Extracted records:
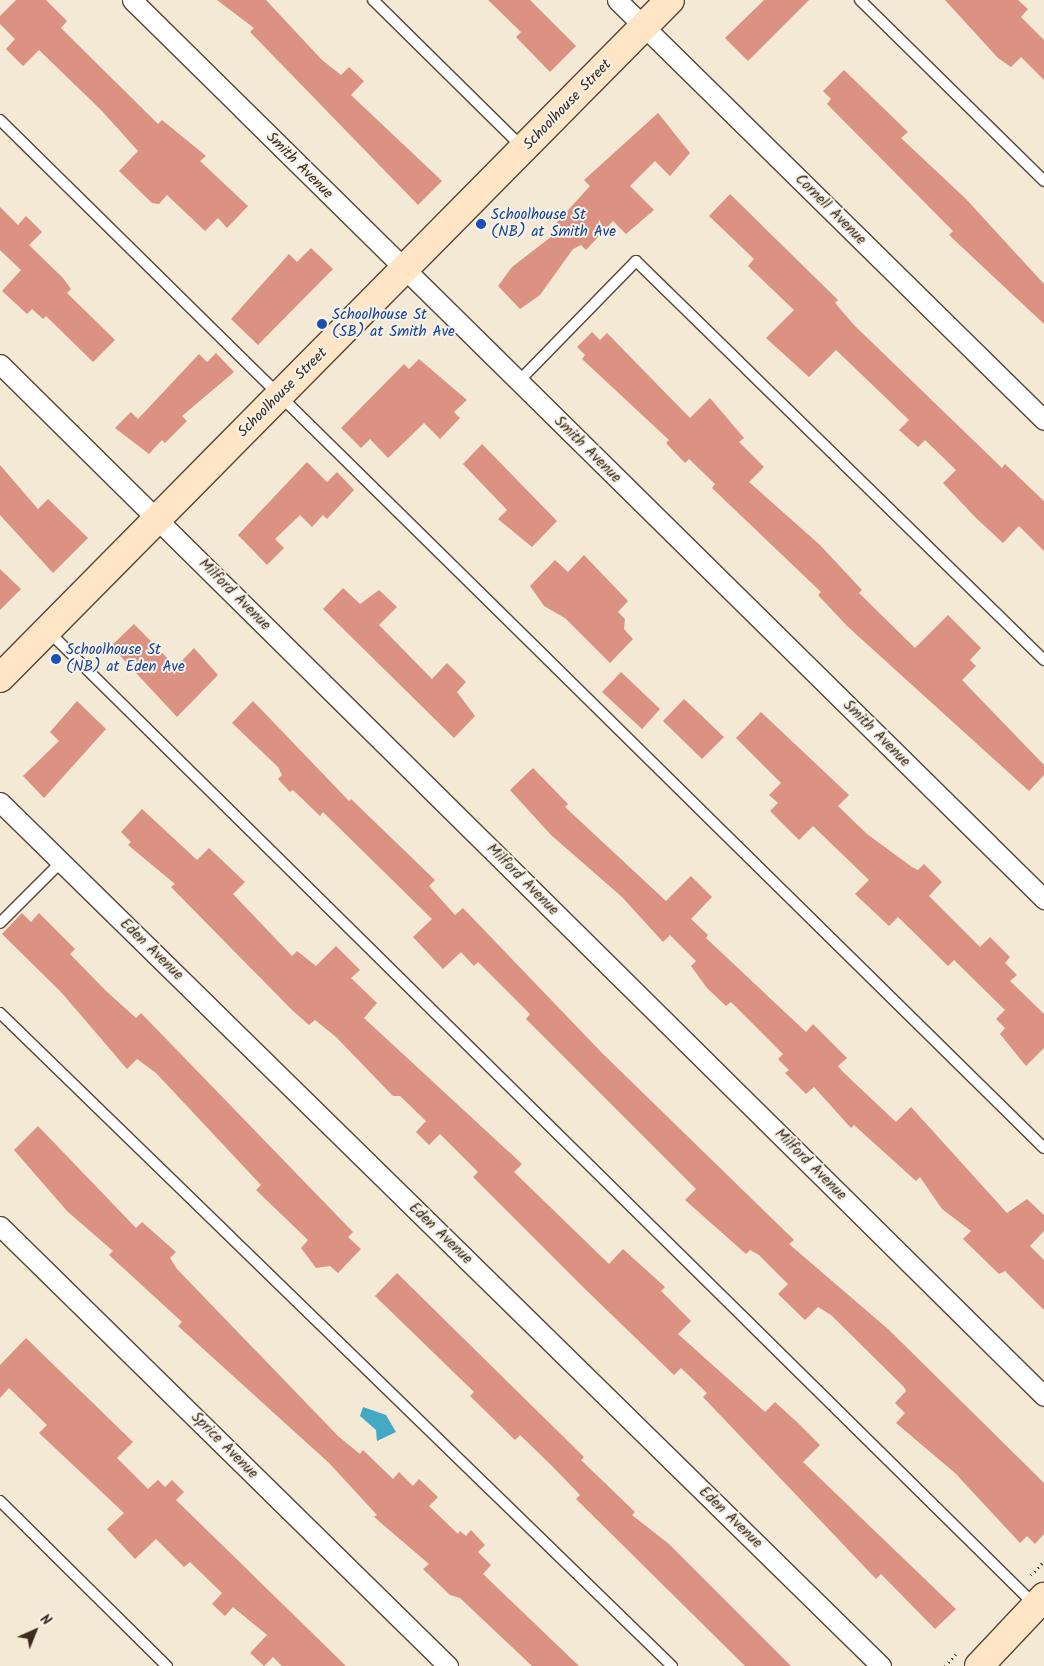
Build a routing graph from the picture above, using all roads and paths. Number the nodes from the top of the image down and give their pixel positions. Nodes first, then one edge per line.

...

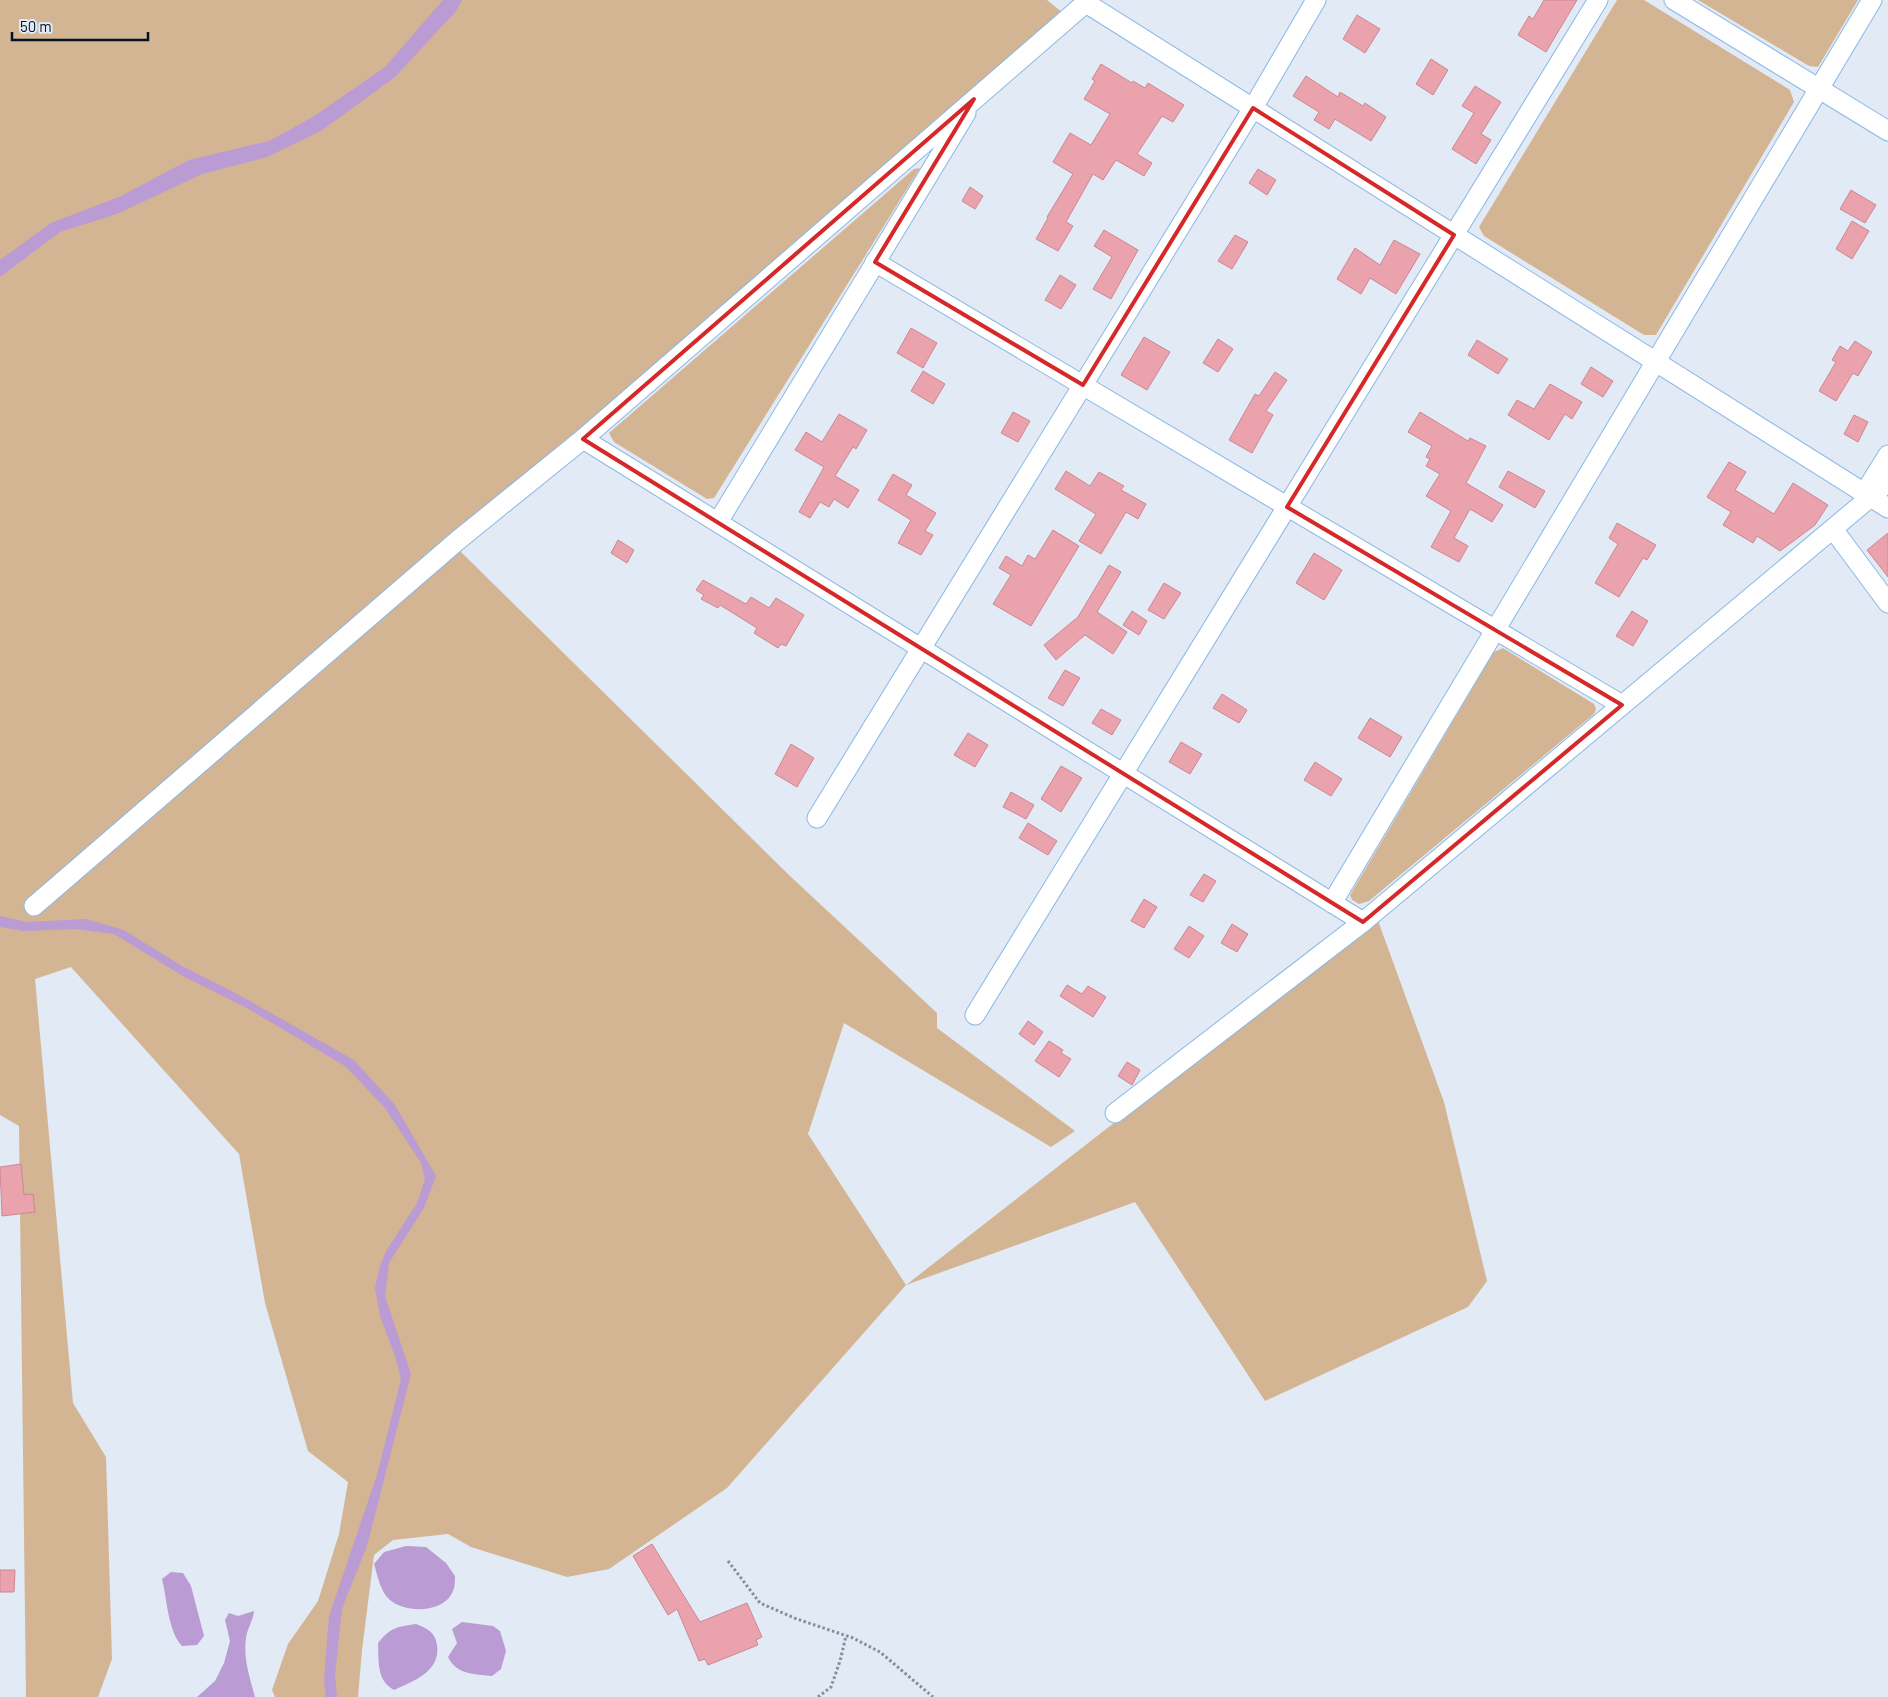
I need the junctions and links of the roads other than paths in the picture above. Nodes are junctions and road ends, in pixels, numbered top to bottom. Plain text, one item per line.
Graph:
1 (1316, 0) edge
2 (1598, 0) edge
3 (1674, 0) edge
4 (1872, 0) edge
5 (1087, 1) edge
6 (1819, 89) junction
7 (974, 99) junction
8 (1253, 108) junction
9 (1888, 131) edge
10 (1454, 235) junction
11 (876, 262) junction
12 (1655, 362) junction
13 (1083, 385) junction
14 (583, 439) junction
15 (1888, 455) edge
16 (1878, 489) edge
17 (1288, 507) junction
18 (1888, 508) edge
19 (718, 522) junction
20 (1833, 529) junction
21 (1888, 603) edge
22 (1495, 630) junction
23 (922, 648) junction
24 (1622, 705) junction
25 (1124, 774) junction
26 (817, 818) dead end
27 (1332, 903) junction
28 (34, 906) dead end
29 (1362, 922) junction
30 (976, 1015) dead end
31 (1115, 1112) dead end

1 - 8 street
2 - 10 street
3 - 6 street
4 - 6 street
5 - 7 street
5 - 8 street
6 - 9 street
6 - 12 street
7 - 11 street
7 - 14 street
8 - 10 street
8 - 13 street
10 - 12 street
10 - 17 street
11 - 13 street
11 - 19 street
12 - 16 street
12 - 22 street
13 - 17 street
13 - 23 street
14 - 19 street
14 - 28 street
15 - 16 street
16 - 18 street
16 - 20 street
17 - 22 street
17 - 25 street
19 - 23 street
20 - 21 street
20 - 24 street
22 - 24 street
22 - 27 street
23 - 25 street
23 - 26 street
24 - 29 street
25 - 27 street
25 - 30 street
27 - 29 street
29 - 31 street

Assignment: Collect the complete line wherever the string "above" appears in the records.

Exercise output:
Build a routing graph from the picture above, using all roads and paths. Number the nodes from the top of the image down and give their pixel positions. Nodes first, then one edge per line.
I need the junctions and links of the roads other than paths in the picture above. Nodes are junctions and road ends, in pixels, numbered top to bottom. Plain text, one item per line.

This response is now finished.